* **Problem description**
Which of the lines below mention the word "Front"? Pull each one out.

[Saved data entries]

# # # #

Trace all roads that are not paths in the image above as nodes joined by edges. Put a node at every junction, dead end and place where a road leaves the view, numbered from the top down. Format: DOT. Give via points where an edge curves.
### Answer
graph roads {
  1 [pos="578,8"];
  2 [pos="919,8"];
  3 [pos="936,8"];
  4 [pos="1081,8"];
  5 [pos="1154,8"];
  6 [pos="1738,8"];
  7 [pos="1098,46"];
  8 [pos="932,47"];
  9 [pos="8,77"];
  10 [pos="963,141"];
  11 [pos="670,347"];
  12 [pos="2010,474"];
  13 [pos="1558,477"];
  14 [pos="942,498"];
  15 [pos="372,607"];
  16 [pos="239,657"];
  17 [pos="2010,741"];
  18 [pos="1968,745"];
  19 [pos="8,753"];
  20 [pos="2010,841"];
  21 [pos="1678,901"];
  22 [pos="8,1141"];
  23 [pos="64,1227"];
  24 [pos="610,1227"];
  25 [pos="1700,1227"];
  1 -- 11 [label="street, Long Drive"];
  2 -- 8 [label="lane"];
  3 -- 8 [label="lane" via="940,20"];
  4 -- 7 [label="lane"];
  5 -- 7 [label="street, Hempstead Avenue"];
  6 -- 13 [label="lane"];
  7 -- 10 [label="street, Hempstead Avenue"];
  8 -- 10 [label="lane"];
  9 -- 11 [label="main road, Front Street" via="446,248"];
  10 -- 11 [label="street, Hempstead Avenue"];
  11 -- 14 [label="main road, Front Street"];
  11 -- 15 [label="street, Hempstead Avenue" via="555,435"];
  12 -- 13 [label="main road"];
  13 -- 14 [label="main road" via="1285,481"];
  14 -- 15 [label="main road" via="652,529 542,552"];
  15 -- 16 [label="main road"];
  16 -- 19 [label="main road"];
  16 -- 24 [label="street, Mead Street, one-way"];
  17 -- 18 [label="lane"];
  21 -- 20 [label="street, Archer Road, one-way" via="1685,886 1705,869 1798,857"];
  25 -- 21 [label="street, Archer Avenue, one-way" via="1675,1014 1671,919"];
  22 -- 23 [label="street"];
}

# # # #

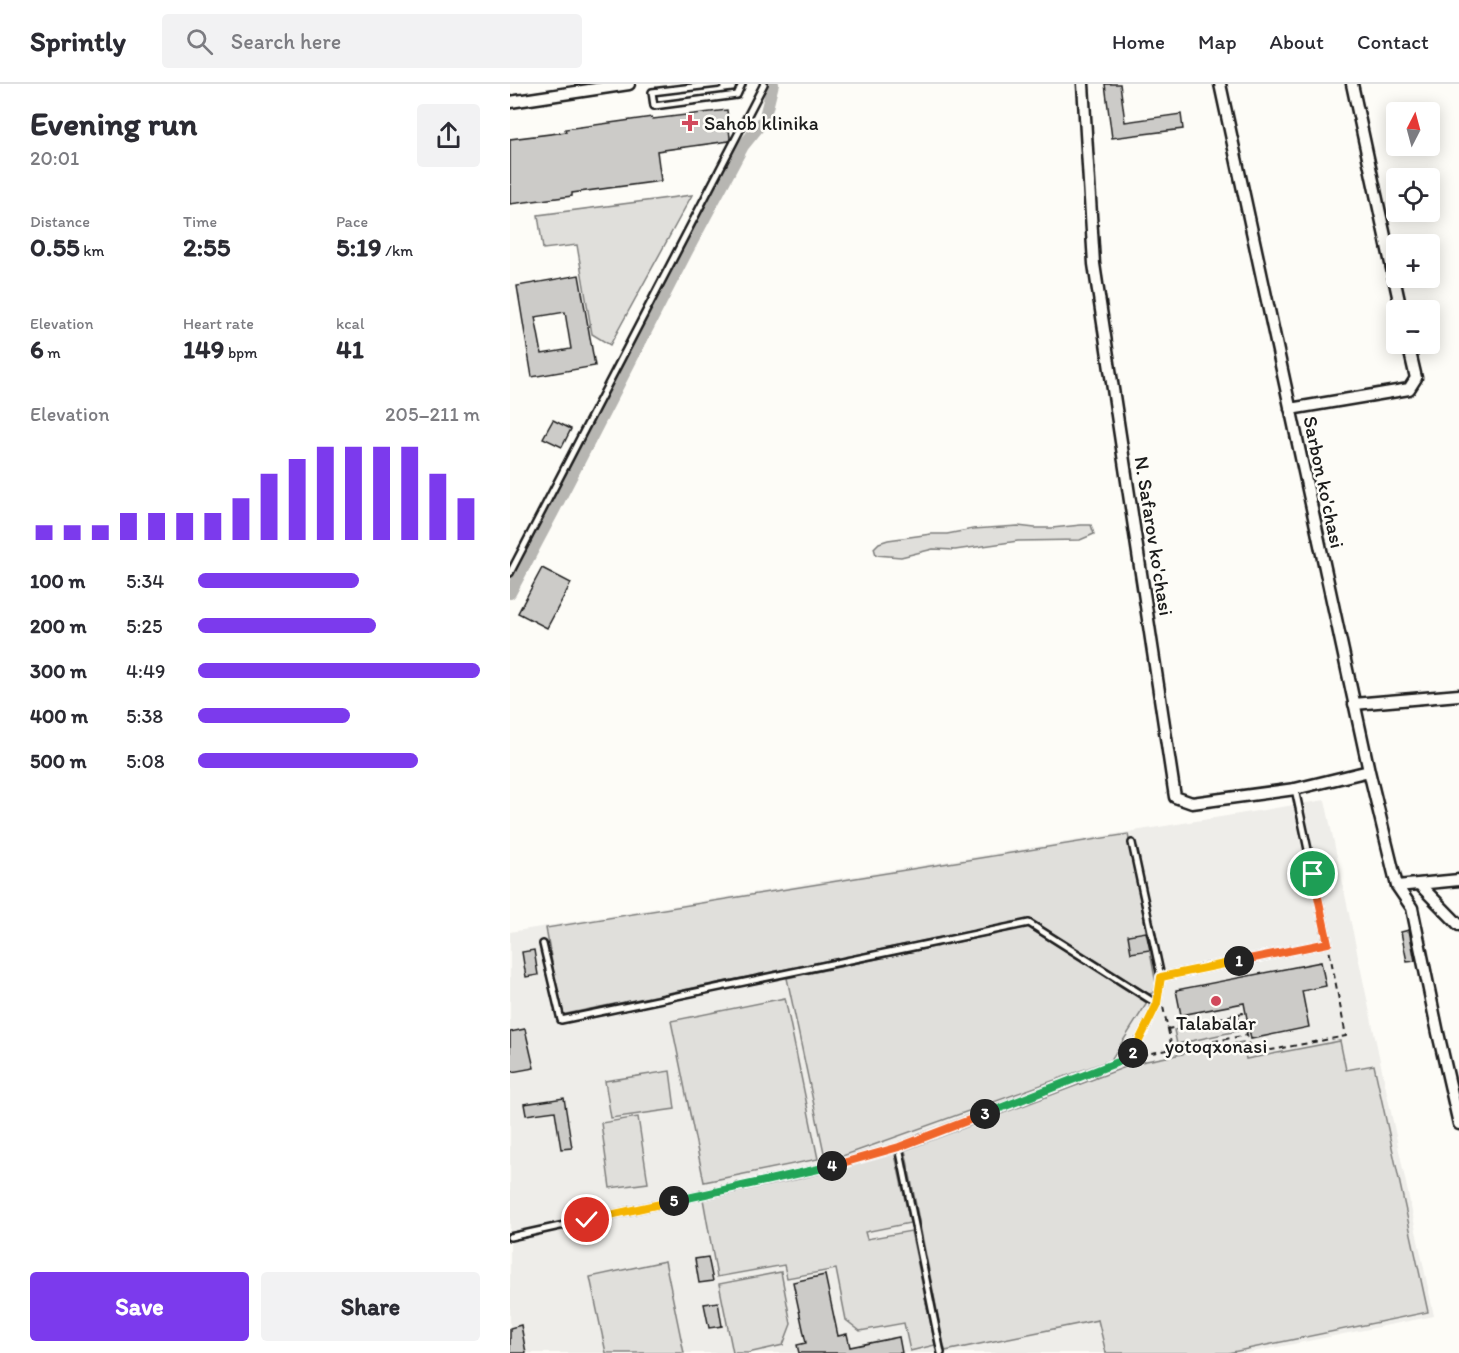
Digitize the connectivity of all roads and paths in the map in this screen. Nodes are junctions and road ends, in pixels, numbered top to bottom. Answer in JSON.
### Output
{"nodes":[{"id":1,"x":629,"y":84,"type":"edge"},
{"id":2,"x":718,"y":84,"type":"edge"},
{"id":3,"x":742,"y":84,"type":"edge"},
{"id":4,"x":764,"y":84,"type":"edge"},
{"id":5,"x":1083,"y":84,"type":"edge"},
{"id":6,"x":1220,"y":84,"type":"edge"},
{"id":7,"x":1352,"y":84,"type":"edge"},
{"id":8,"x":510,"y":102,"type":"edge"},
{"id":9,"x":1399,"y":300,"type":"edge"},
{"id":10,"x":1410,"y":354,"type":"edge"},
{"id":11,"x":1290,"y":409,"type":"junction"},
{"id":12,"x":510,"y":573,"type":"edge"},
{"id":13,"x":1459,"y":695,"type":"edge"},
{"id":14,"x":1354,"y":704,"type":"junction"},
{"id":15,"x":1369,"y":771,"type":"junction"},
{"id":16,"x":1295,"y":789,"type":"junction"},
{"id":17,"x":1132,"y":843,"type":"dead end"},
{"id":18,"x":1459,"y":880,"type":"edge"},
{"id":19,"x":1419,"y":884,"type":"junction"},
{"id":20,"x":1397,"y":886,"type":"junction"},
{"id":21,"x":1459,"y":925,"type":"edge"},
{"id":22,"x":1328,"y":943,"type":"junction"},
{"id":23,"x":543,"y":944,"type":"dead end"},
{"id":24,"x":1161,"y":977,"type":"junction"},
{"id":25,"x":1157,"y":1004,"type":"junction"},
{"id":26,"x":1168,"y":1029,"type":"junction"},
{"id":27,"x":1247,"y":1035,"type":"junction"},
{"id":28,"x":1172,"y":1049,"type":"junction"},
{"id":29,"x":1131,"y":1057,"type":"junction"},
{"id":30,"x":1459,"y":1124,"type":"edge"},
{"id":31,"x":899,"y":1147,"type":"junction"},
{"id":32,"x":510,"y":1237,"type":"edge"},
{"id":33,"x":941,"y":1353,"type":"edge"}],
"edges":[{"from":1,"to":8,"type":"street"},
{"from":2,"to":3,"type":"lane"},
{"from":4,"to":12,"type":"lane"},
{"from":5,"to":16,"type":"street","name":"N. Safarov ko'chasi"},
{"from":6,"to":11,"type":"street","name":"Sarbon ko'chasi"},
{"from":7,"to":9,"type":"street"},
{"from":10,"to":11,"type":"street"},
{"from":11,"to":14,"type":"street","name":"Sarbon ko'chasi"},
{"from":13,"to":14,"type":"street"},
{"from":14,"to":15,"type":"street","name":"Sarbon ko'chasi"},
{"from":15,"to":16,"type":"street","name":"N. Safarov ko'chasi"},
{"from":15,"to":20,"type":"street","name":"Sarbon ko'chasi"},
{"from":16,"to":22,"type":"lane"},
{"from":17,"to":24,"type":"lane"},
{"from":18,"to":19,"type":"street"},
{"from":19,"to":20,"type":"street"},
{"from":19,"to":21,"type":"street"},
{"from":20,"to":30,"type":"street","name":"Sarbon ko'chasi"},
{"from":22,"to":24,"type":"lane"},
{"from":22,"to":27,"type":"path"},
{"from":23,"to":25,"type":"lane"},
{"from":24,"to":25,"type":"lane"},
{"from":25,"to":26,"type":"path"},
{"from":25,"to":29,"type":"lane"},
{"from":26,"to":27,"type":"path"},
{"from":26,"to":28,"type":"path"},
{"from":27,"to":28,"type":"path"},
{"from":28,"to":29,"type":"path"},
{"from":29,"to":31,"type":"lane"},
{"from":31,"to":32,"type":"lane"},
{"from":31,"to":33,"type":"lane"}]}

# # # #

* **Completed exercise**
  9 -- 11 [label="main road, Front Street" via="446,248"];
  11 -- 14 [label="main road, Front Street"];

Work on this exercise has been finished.